One example for the two-tier number sense test.
This test included four components, with eight questions for each component, resulting in 32 total questions. The test was divided into two subtests. Each subtest included 16 items. The items in the web-based two-tier test were written in Chinese and translated into English for writing this manuscript. Each question in the test was reviewed by mathematics educators and experienced elementary school teachers. They all agreed that the tests are appropriate for the sample students.
To deeply explore students’ thinking, a semi-structured interview was used to collect data [38]. Three questions were derived from each of the four components, and a total of 12 questions from the test were selected and used in the interviews to examine the gifted and general students’ methods when solving number sense-related problems.
3.3 Procedure
The web-based two-tier test was conducted via an online setting in which students were asked to complete 16 items on computers individually for each subtest. The test included two subtests with 32 items in total. Due to the test included answer-tier and reason-tier, the answer-tier limited 40 seconds and reason-tier limited 60 seconds for students to answer the questions [36, 39]. Hence, participants required about 35 minutes each subtest to complete the test. During the test, students were required to follow the testing rules and procedures: (1) the papers and pencils were not allowed for students to use; (2) log on to the web-based system; (3) key in the individual data; (4) review the rules for the on-line test; (5) practice one item presented on the computer; and (6) begin the formal test.
Each participant was given a booklet during the interview. Each page of the booklet included one item and ample space for allowing students to record their thinking and methods. Each interview took about 40 minutes. Before the interview, the following directions were read aloud to each interviewee: 1. You are encouraged to estimate or mentally compute and do not necessarily to use written computation to find an exact answer on each item; 2. You can write an answer to the question and then briefly explain how you arrived at the answer; and 3. You are welcome to use different approaches to solve questions; the time on each item for you to answer was 3 minutes, so you should not turn to the next page without permission. The interviewer controlled the time to ensure that all interviewees would have an opportunity to answer each question.
3.4 Data collection and analysis
Data were collected through online tests and interviews. Based on the results of the online test, computer software was used to assemble statistical data; in the interview segment, video- and audio-recorded information of the interviews was transcribed into written records.

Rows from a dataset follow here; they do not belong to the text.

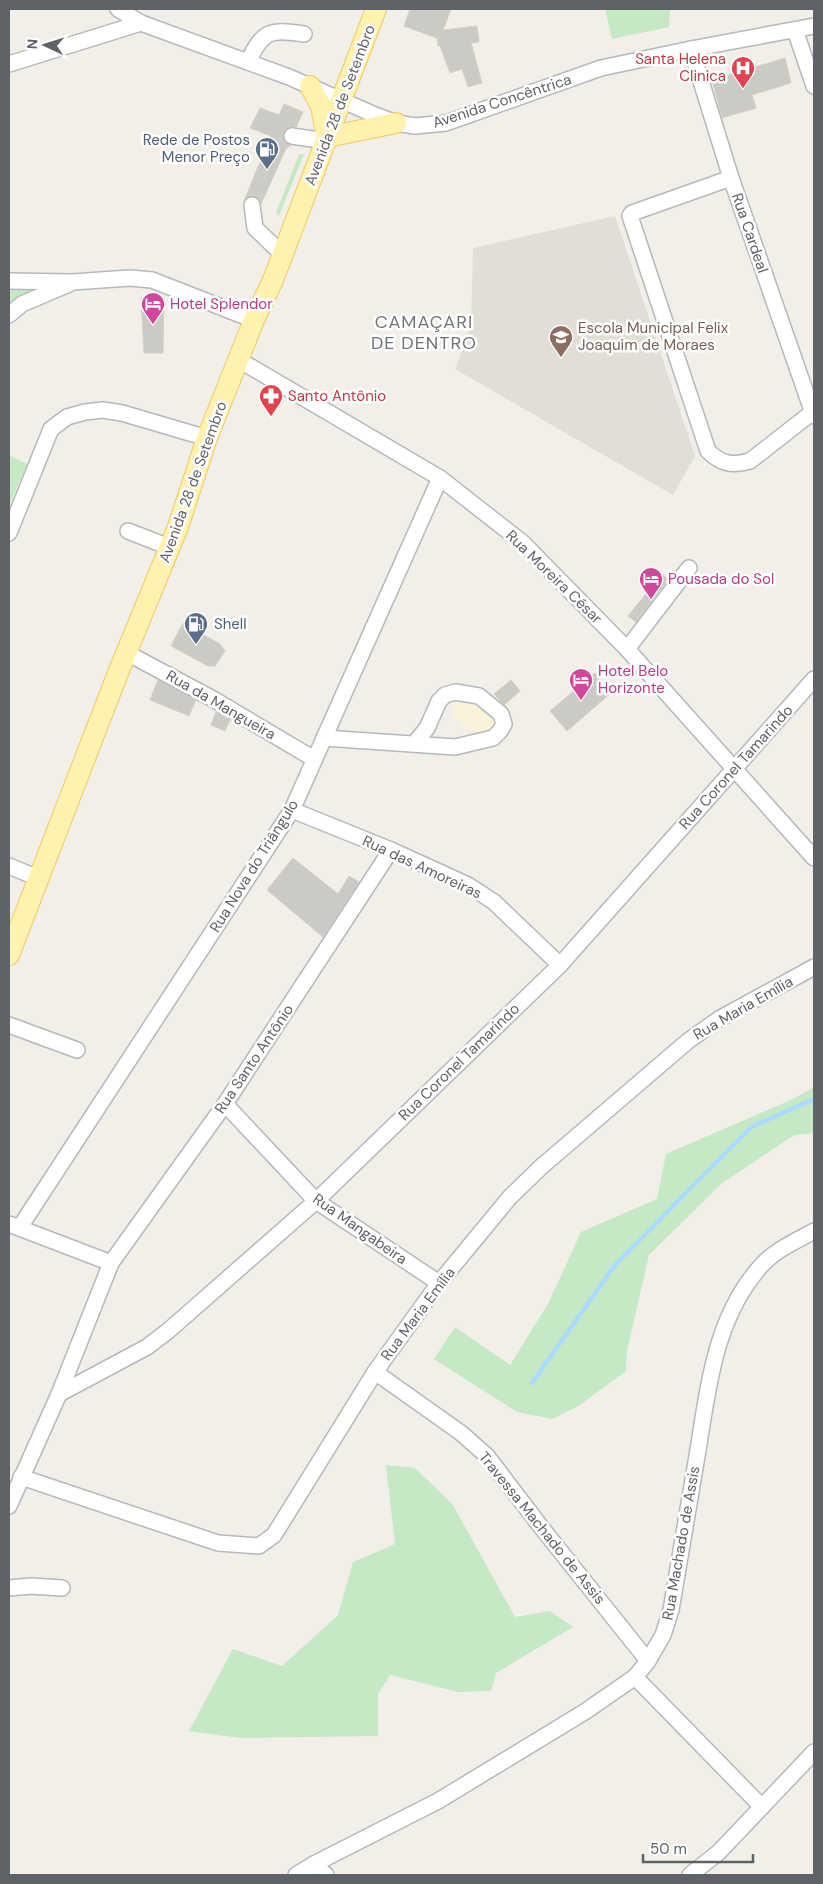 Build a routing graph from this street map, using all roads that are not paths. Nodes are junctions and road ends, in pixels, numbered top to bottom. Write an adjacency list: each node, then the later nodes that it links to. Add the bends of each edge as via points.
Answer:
1 (118, 9): 3 (street, Avenida Concêntrica)
2 (376, 9): 12 (main road, Avenida 28 de Setembro)
3 (141, 23): 8 (street, Avenida Concêntrica); 9 (street)
4 (814, 26): 5 (street, Avenida Concêntrica)
5 (795, 30): 7 (street, Avenida Concêntrica); 11 (street)
6 (304, 34): 8 (street, via 267,33)
7 (691, 49): 13 (street, Avenida Concêntrica, via 600,68 446,123 415,126); 16 (street, Rua Cardeal)
8 (248, 62): 10 (street, Avenida Concêntrica)
9 (9, 64)
10 (310, 86): 12 (street, Avenida Concêntrica); 15 (main road, via 321,106)
11 (814, 86)
12 (341, 100): 13 (street, Avenida Concêntrica); 15 (main road, Avenida 28 de Setembro)
13 (396, 123): 15 (main road)
14 (292, 136): 15 (street)
15 (327, 139): 18 (main road, Avenida 28 de Setembro)
16 (731, 178): 24 (street, Rua Cardeal); 24 (street, via 630,216 708,450 715,458 728,464 750,461)
17 (252, 205): 18 (street, via 255,228)
18 (283, 255): 22 (main road, Avenida 28 de Setembro)
19 (9, 280): 20 (street)
20 (72, 282): 21 (street, via 22,304); 22 (street, via 130,278 152,280)
21 (9, 315)
22 (254, 320): 23 (main road, Avenida 28 de Setembro)
23 (239, 360): 25 (main road, Avenida 28 de Setembro); 26 (street, Rua Moreira César)
24 (814, 413)
25 (207, 438): 28 (street, via 103,410 67,417 51,429); 29 (main road, Avenida 28 de Setembro)
26 (440, 478): 31 (street, Rua Moreira César, via 523,543); 34 (street, Rua Nova do Triângulo)
27 (128, 531): 29 (street)
28 (9, 533)
29 (169, 547): 32 (main road, Avenida 28 de Setembro)
30 (689, 568): 31 (street)
31 (627, 649): 37 (street, Rua Moreira César)
32 (127, 652): 36 (street, Rua da Mangueira); 42 (main road, Avenida 28 de Setembro)
33 (814, 679): 37 (street, Rua Coronel Tamarindo)
34 (324, 738): 35 (street); 36 (street, Rua Nova do Triângulo)
35 (414, 744): 35 (street, via 455,747 483,742 493,738 504,724 501,714 478,696 455,692 439,701 422,736)
36 (314, 760): 38 (street, Rua Nova do Triângulo)
37 (734, 768): 40 (street, Rua Moreira César); 44 (street, Rua Coronel Tamarindo)
38 (292, 810): 39 (street, Rua das Amoreiras); 50 (street, Rua Nova do Triângulo)
39 (391, 850): 44 (street, Rua das Amoreiras, via 468,885 494,902); 48 (street, Rua Santo Antônio)
40 (814, 858)
41 (9, 866): 42 (street)
42 (38, 878): 43 (main road, Avenida 28 de Setembro)
43 (9, 955)
44 (560, 965): 49 (street, Rua Coronel Tamarindo)
45 (814, 967): 53 (street, Rua Maria Emília, via 719,1019 688,1041 510,1197)
46 (9, 1025): 47 (street)
47 (77, 1050)
48 (225, 1104): 49 (street, Rua Mangabeira); 52 (street, Rua Santo Antônio)
49 (316, 1201): 53 (street, Rua Mangabeira); 55 (street, Rua Coronel Tamarindo, via 168,1331)
50 (15, 1225): 52 (street)
51 (814, 1231): 60 (street, Rua Machado de Assis, via 778,1250 761,1264 724,1326 710,1380 671,1610 663,1635)
52 (111, 1263): 55 (street, Rua Santo Antônio)
53 (439, 1283): 54 (street, Rua Maria Emília)
54 (375, 1372): 56 (street, Rua Maria Emília, via 274,1536 259,1546 218,1543); 60 (street, Travessa Machado de Assis, via 461,1433 487,1456)
55 (59, 1394): 56 (street, Rua Santo Antônio)
56 (21, 1477): 57 (street, Rua Santo Antônio)
57 (9, 1506)
58 (9, 1588): 59 (street)
59 (62, 1588)
60 (648, 1661): 61 (street, Rua Machado de Assis)
61 (636, 1677): 63 (street); 64 (street, Rua Machado de Assis, via 438,1801)
62 (812, 1758): 63 (street)
63 (762, 1807): 67 (street, via 718,1852)
64 (314, 1864): 65 (street, Rua Machado de Assis); 66 (street)
65 (296, 1875)
66 (326, 1875)
67 (690, 1875) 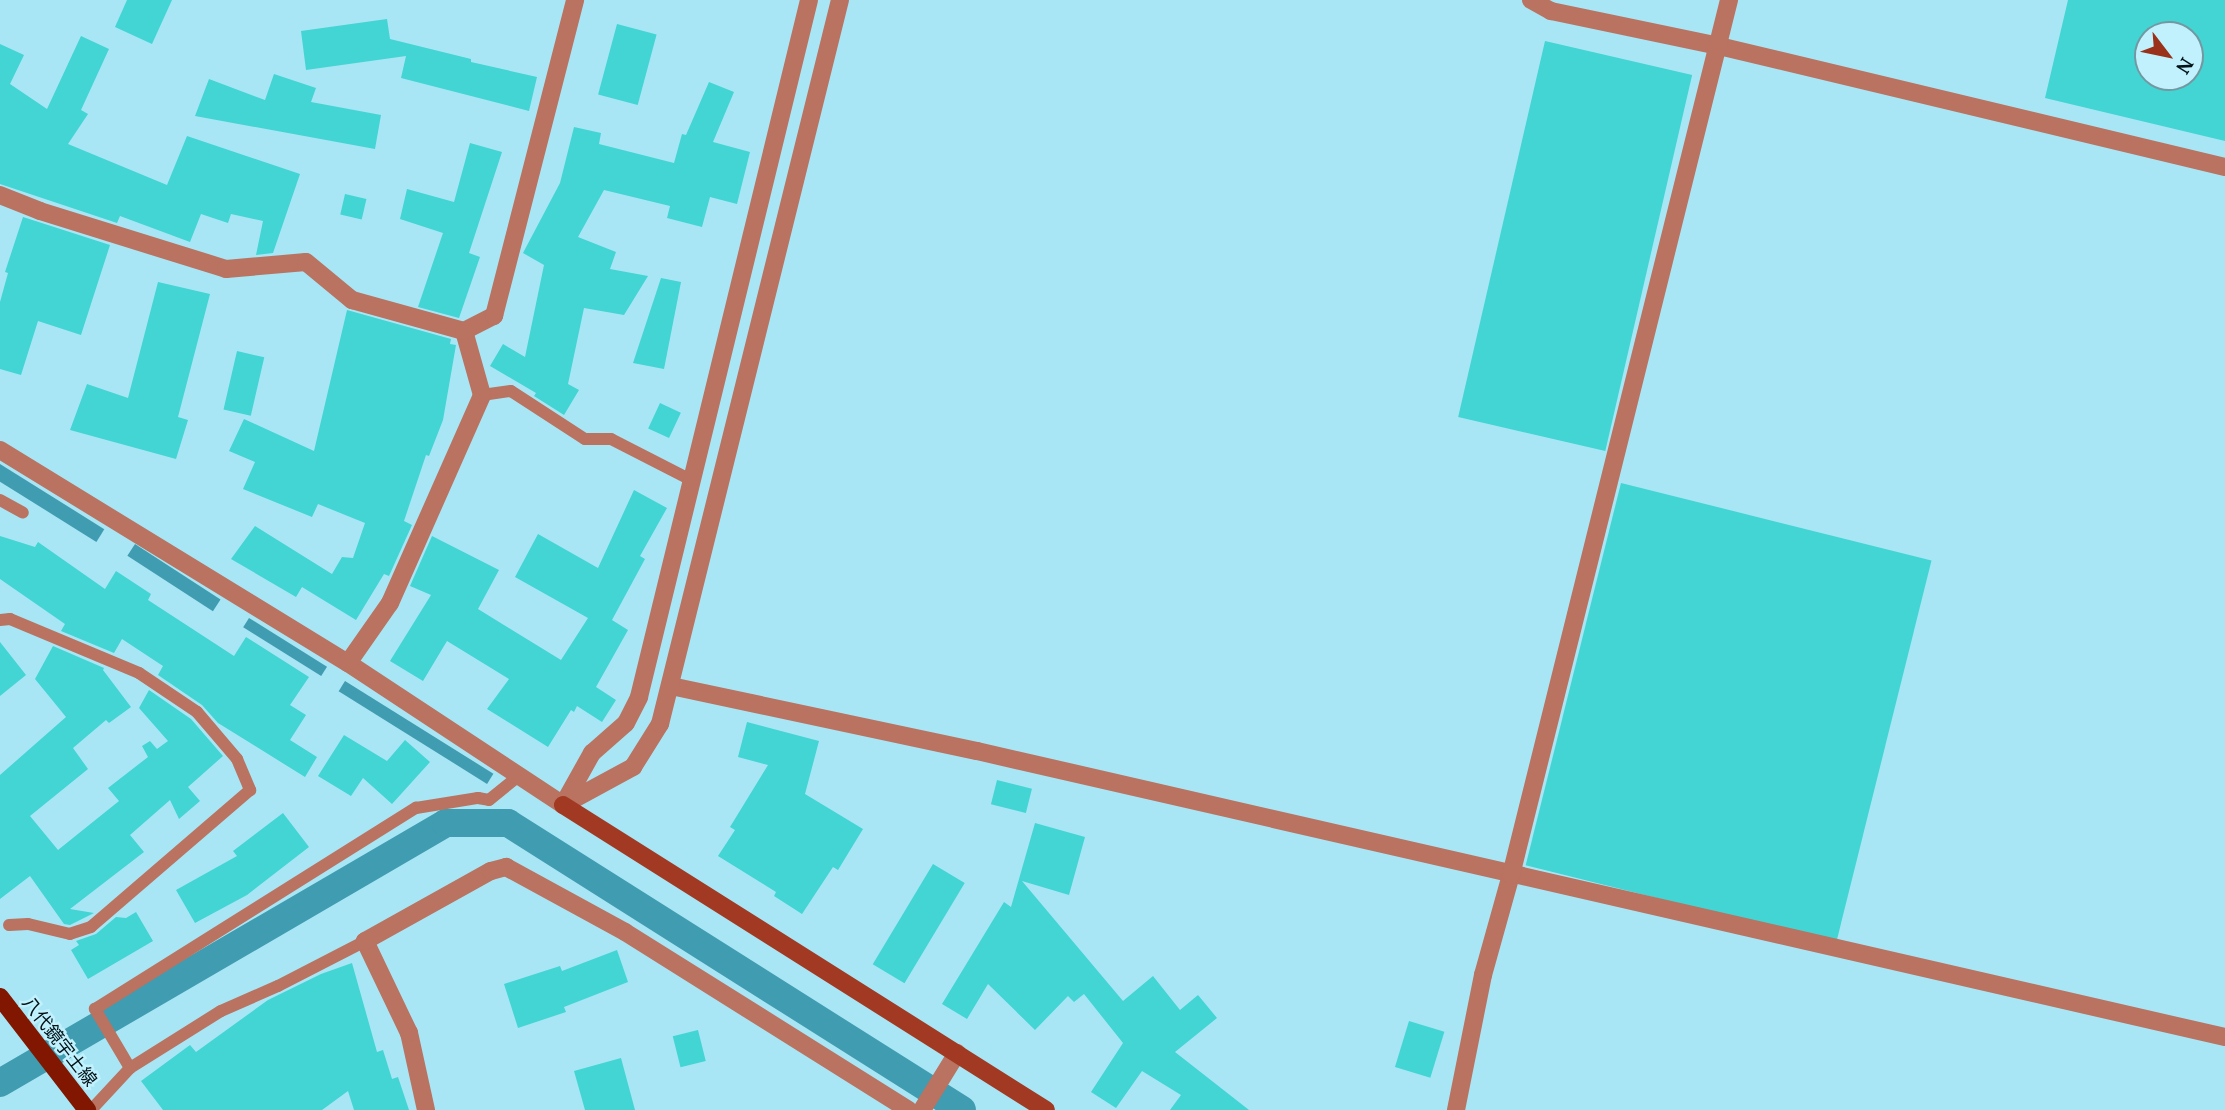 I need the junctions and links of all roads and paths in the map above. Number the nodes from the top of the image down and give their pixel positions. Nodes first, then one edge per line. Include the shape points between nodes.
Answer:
1 (575, 0) edge
2 (809, 0) edge
3 (840, 0) edge
4 (1531, 0) edge
5 (1729, 0) edge
6 (1719, 46) junction
7 (2225, 167) edge
8 (0, 195) edge
9 (464, 331) junction
10 (713, 391) junction
11 (482, 395) junction
12 (743, 396) junction
13 (0, 450) edge
14 (691, 480) junction
15 (721, 486) junction
16 (0, 500) edge
17 (23, 513) dead end
18 (0, 620) edge
19 (348, 663) junction
20 (671, 686) junction
21 (517, 777) junction
22 (563, 805) junction
23 (1511, 875) junction
24 (9, 925) dead end
25 (365, 941) junction
26 (0, 998) edge
27 (2225, 1037) edge
28 (956, 1054) junction
29 (130, 1068) junction
30 (86, 1107) edge
31 (426, 1110) edge
32 (909, 1110) edge
33 (922, 1110) edge
34 (1046, 1110) edge
35 (1456, 1110) edge

1 - 9 street via 494,316
2 - 10 street
3 - 12 street
4 - 6 street via 1551,11
5 - 6 street
6 - 7 street
6 - 23 street
8 - 9 street via 226,269 306,262 352,300
9 - 11 street
10 - 12 street
10 - 14 street
11 - 14 lane via 511,391 585,439 611,439
11 - 19 street via 390,603
12 - 15 street
13 - 19 street
14 - 15 street
14 - 22 street via 639,696 626,723 592,753
15 - 20 street
16 - 17 lane
18 - 24 lane via 10,619 139,673 197,712 237,759 250,790 91,927 70,934 28,924
19 - 21 street
20 - 22 street via 660,724 633,767
20 - 23 street via 977,751
21 - 22 street
21 - 29 lane via 489,800 416,808 95,1009
22 - 28 street
23 - 27 street
23 - 35 street via 1483,975
25 - 29 lane via 220,1011
25 - 31 street via 409,1033
25 - 32 street via 506,867 625,932
26 - 30 main road, 八代鏡宇土線
28 - 33 street
28 - 34 street
29 - 30 lane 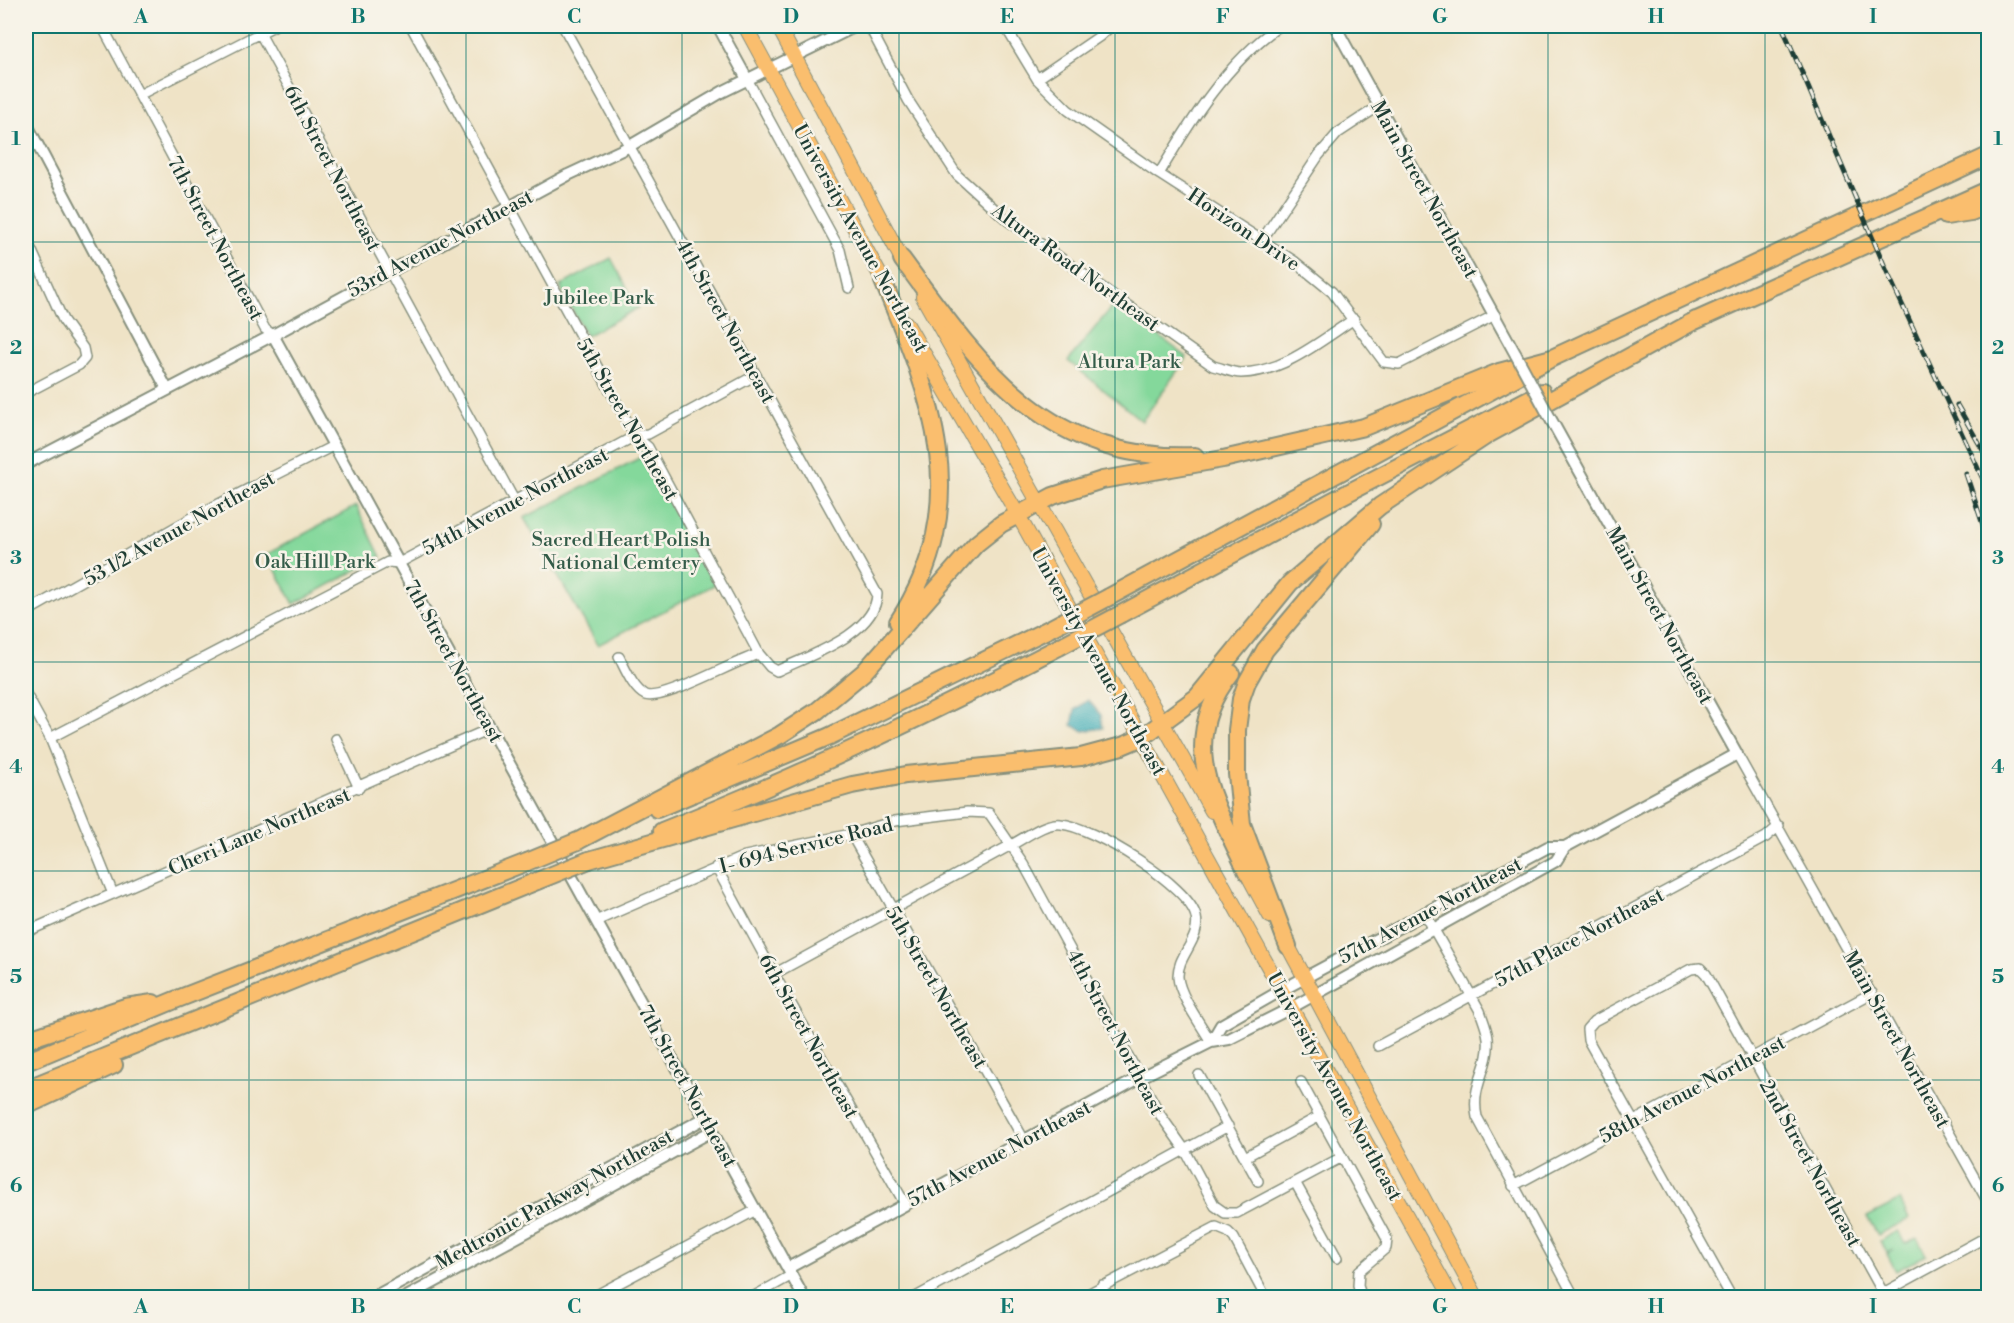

3.4.1 Quantitative data analysis
The scoring criteria of the two-tier test was calculated based on the students’ answer and reason choices. In the first tier, if the students chose the correct answer, 4 points were given. In the second tier, if the students selected the number sense-based method, 4 points were given because the purpose of this study was to examine students’ performance on the use of number sense-based method. If the students selected the rule-based method, 2 points were given. Therefore, the highest score was 8 points, and the lowest score was 4 points. If the students chose the wrong answer in the first tier, then 0 points were given in the first and second tiers.
Two independent groups (the gifted and general students) were used in this study; therefore, SPSS statistical software was used to perform the t test to determine the variation in number sense performance between the gifted students and the general students. In addition, an ANOVA was used to detect any variation between the gifted students and general students in the use of four components of number sense.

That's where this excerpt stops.